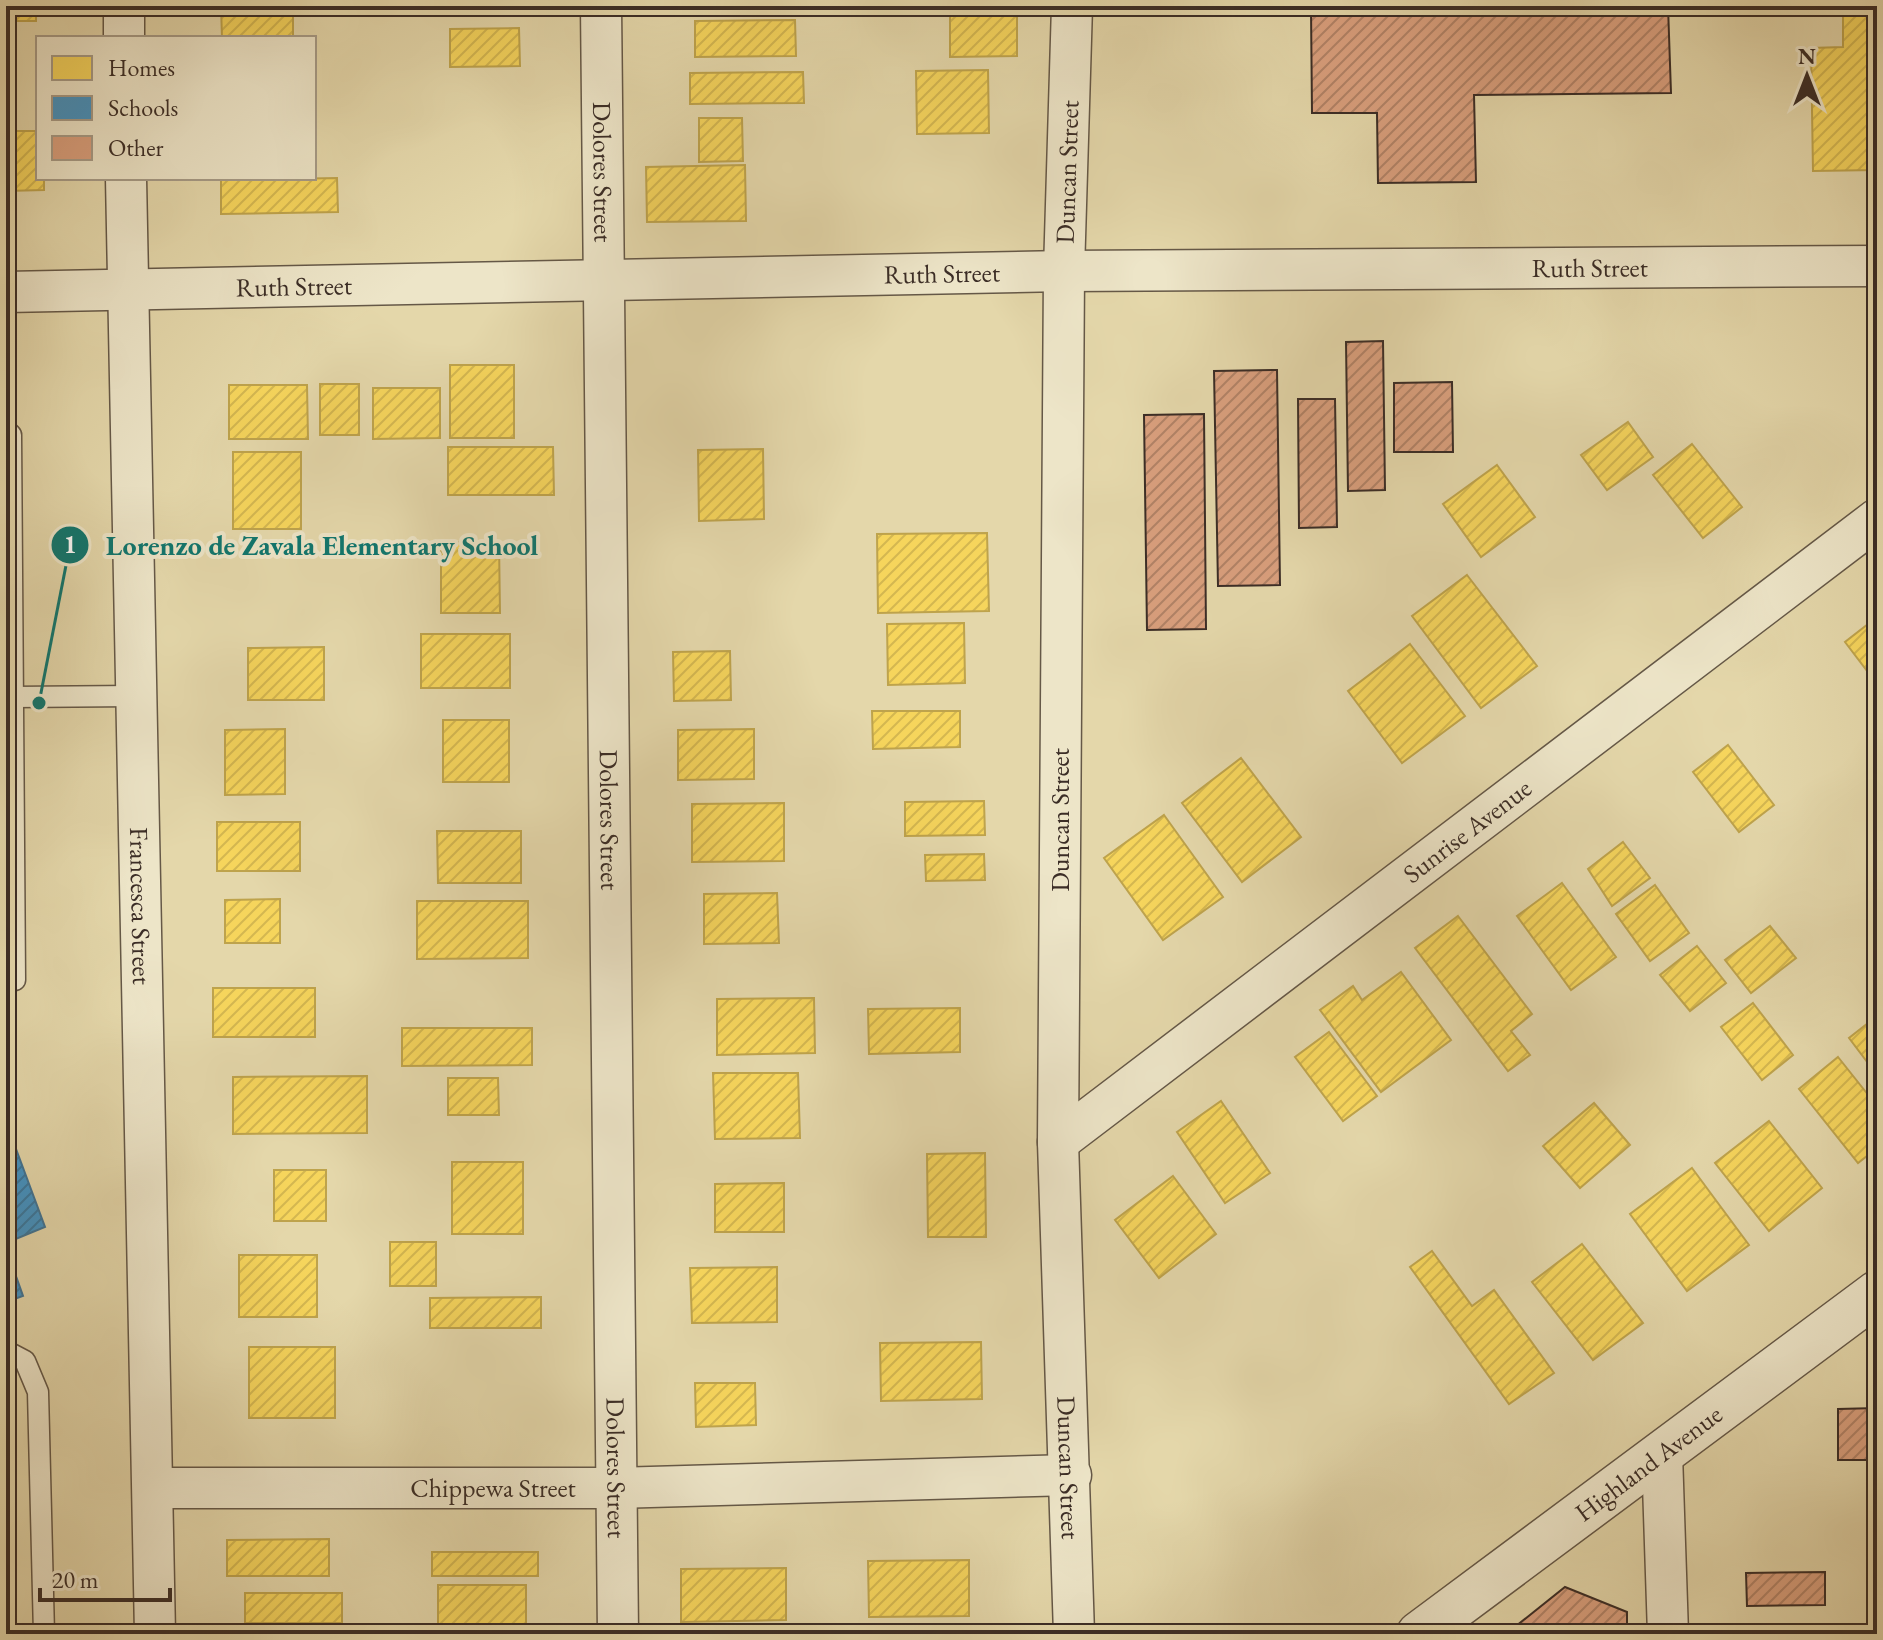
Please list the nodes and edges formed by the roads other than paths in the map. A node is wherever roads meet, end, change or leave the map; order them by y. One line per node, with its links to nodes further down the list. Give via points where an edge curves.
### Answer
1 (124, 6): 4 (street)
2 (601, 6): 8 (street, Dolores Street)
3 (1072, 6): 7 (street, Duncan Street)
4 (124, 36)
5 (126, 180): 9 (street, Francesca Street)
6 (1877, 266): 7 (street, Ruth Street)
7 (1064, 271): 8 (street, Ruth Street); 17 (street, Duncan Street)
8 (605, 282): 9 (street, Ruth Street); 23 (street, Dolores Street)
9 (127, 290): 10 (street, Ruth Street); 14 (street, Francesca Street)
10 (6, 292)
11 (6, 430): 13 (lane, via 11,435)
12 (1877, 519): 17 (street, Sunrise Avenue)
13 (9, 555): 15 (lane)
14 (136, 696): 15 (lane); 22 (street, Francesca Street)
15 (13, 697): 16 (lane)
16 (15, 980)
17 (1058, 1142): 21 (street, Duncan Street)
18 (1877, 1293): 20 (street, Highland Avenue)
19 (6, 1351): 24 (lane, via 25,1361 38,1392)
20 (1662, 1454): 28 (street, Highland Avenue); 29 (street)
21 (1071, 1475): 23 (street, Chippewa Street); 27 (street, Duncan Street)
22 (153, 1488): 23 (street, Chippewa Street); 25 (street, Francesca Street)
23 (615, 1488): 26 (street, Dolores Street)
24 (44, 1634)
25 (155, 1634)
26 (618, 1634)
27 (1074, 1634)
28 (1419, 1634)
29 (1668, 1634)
-=-=-=-=-
EXERCISE AIM:
Reproduce the lines above exactly, please, but not the pictures in them.

SOLUTION TO THE PROBLEM:
Please list the nodes and edges formed by the roads other than paths in the map. A node is wherever roads meet, end, change or leave the map; order them by y. One line per node, with its links to nodes further down the list. Give via points where an edge curves.
### Answer
1 (124, 6): 4 (street)
2 (601, 6): 8 (street, Dolores Street)
3 (1072, 6): 7 (street, Duncan Street)
4 (124, 36)
5 (126, 180): 9 (street, Francesca Street)
6 (1877, 266): 7 (street, Ruth Street)
7 (1064, 271): 8 (street, Ruth Street); 17 (street, Duncan Street)
8 (605, 282): 9 (street, Ruth Street); 23 (street, Dolores Street)
9 (127, 290): 10 (street, Ruth Street); 14 (street, Francesca Street)
10 (6, 292)
11 (6, 430): 13 (lane, via 11,435)
12 (1877, 519): 17 (street, Sunrise Avenue)
13 (9, 555): 15 (lane)
14 (136, 696): 15 (lane); 22 (street, Francesca Street)
15 (13, 697): 16 (lane)
16 (15, 980)
17 (1058, 1142): 21 (street, Duncan Street)
18 (1877, 1293): 20 (street, Highland Avenue)
19 (6, 1351): 24 (lane, via 25,1361 38,1392)
20 (1662, 1454): 28 (street, Highland Avenue); 29 (street)
21 (1071, 1475): 23 (street, Chippewa Street); 27 (street, Duncan Street)
22 (153, 1488): 23 (street, Chippewa Street); 25 (street, Francesca Street)
23 (615, 1488): 26 (street, Dolores Street)
24 (44, 1634)
25 (155, 1634)
26 (618, 1634)
27 (1074, 1634)
28 (1419, 1634)
29 (1668, 1634)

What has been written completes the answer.